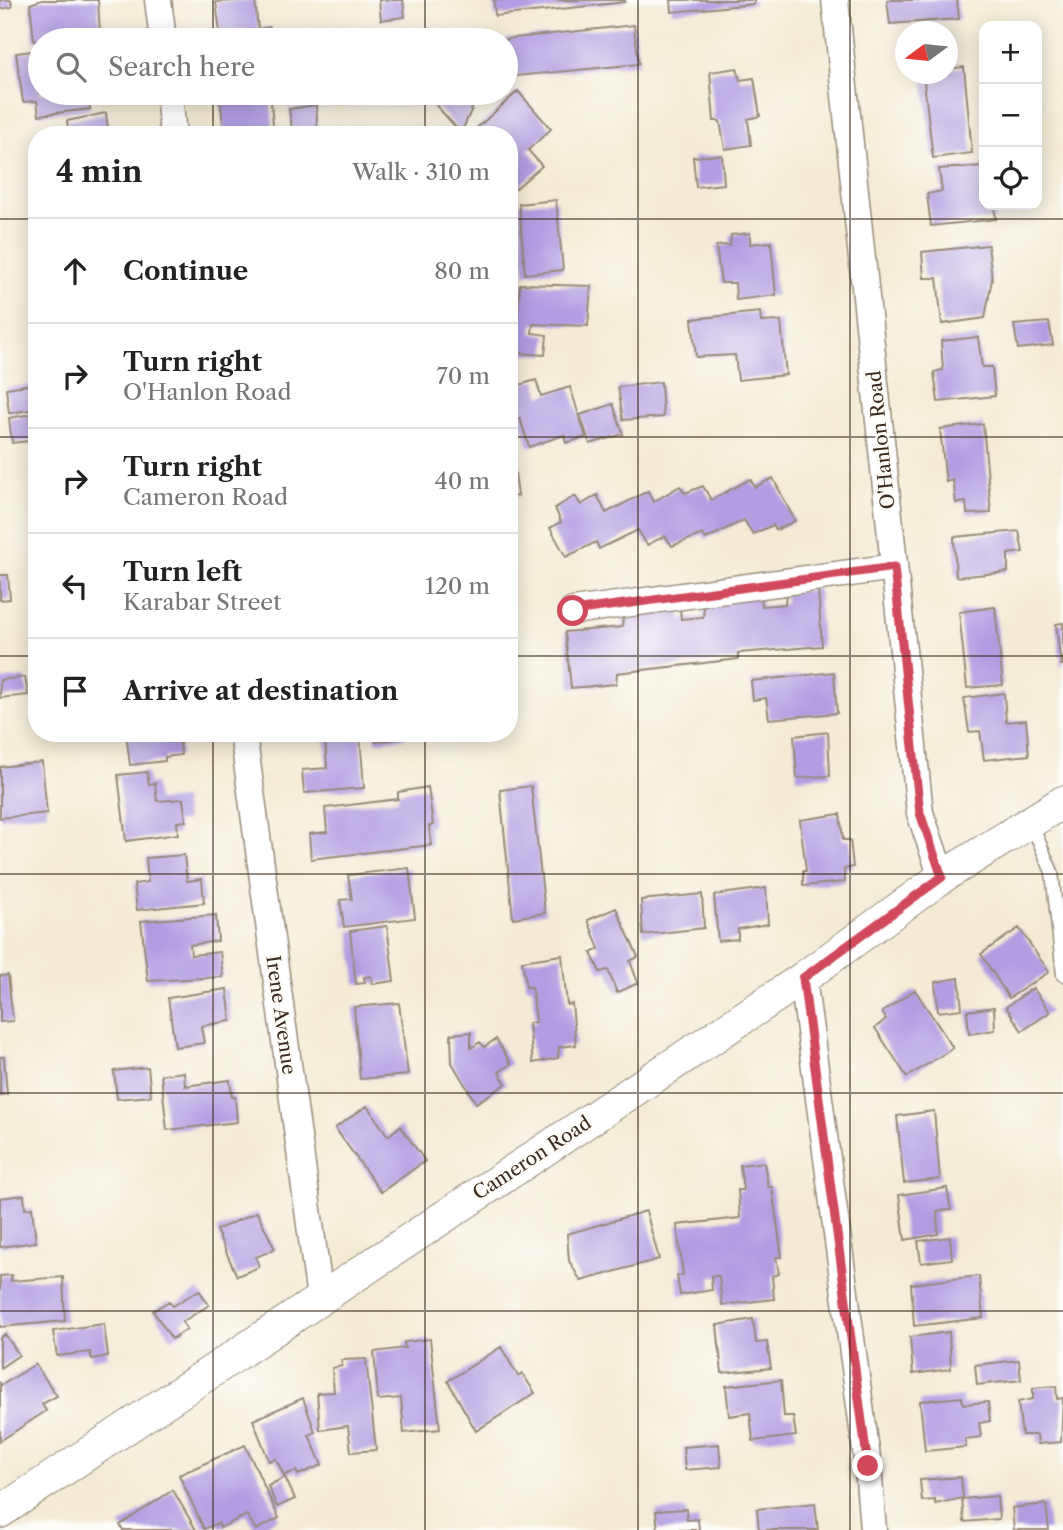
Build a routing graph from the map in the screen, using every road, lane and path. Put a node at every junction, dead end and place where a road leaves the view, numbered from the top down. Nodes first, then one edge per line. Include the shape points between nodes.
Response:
1 (158, 0) edge
2 (835, 0) edge
3 (162, 28) edge
4 (170, 105) edge
5 (172, 126) edge
6 (894, 567) junction
7 (573, 611) dead end
8 (244, 742) edge
9 (1063, 802) edge
10 (1030, 822) junction
11 (942, 877) junction
12 (1063, 975) edge
13 (803, 978) junction
14 (320, 1298) junction
15 (0, 1512) edge
16 (873, 1530) edge

1 - 3 street
2 - 6 street, O'Hanlon Road
4 - 5 street
6 - 7 street
6 - 11 street, O'Hanlon Road via 920,813
8 - 14 street, Irene Avenue
9 - 10 street, Cameron Road
10 - 11 street, Cameron Road
10 - 12 lane via 1052,873
11 - 13 street, Cameron Road
13 - 14 street, Cameron Road
13 - 16 street
14 - 15 street, Cameron Road

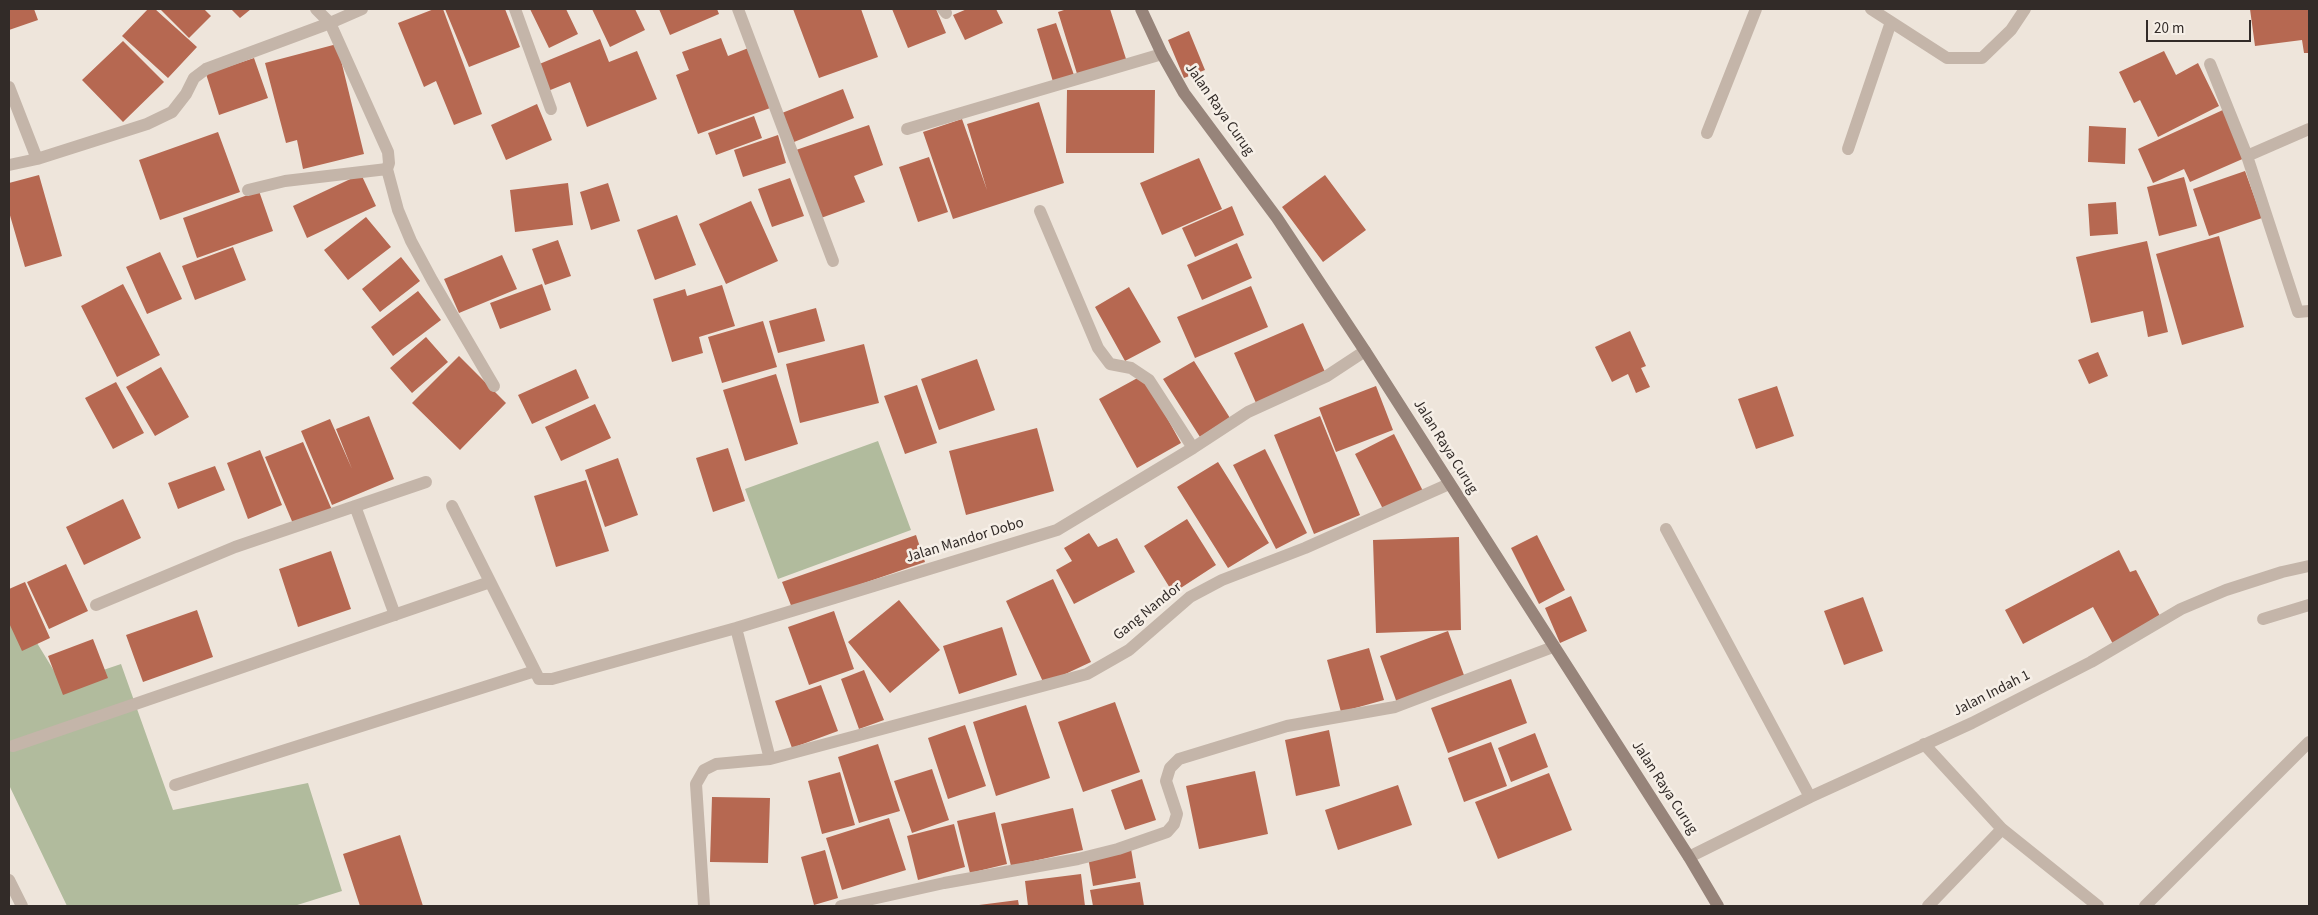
# # # # # # #
▶ _THE PROBLEM_: If a record holds a picture, leave the picture out and copy everything else exactly.

▶ _SOLUTION TO THE EXERCISE_:
Build a routing graph from the map in the screen, using every road, lane and path. Put a node at every junction, dead end and place where a road leaves the view, numbered from the top down. Nodes first, then one edge per line. Include the shape points between nodes.
Response:
1 (158, 0) edge
2 (835, 0) edge
3 (162, 28) edge
4 (170, 105) edge
5 (172, 126) edge
6 (894, 567) junction
7 (573, 611) dead end
8 (244, 742) edge
9 (1063, 802) edge
10 (1030, 822) junction
11 (942, 877) junction
12 (1063, 975) edge
13 (803, 978) junction
14 (320, 1298) junction
15 (0, 1512) edge
16 (873, 1530) edge

1 - 3 street
2 - 6 street, O'Hanlon Road
4 - 5 street
6 - 7 street
6 - 11 street, O'Hanlon Road via 920,813
8 - 14 street, Irene Avenue
9 - 10 street, Cameron Road
10 - 11 street, Cameron Road
10 - 12 lane via 1052,873
11 - 13 street, Cameron Road
13 - 14 street, Cameron Road
13 - 16 street
14 - 15 street, Cameron Road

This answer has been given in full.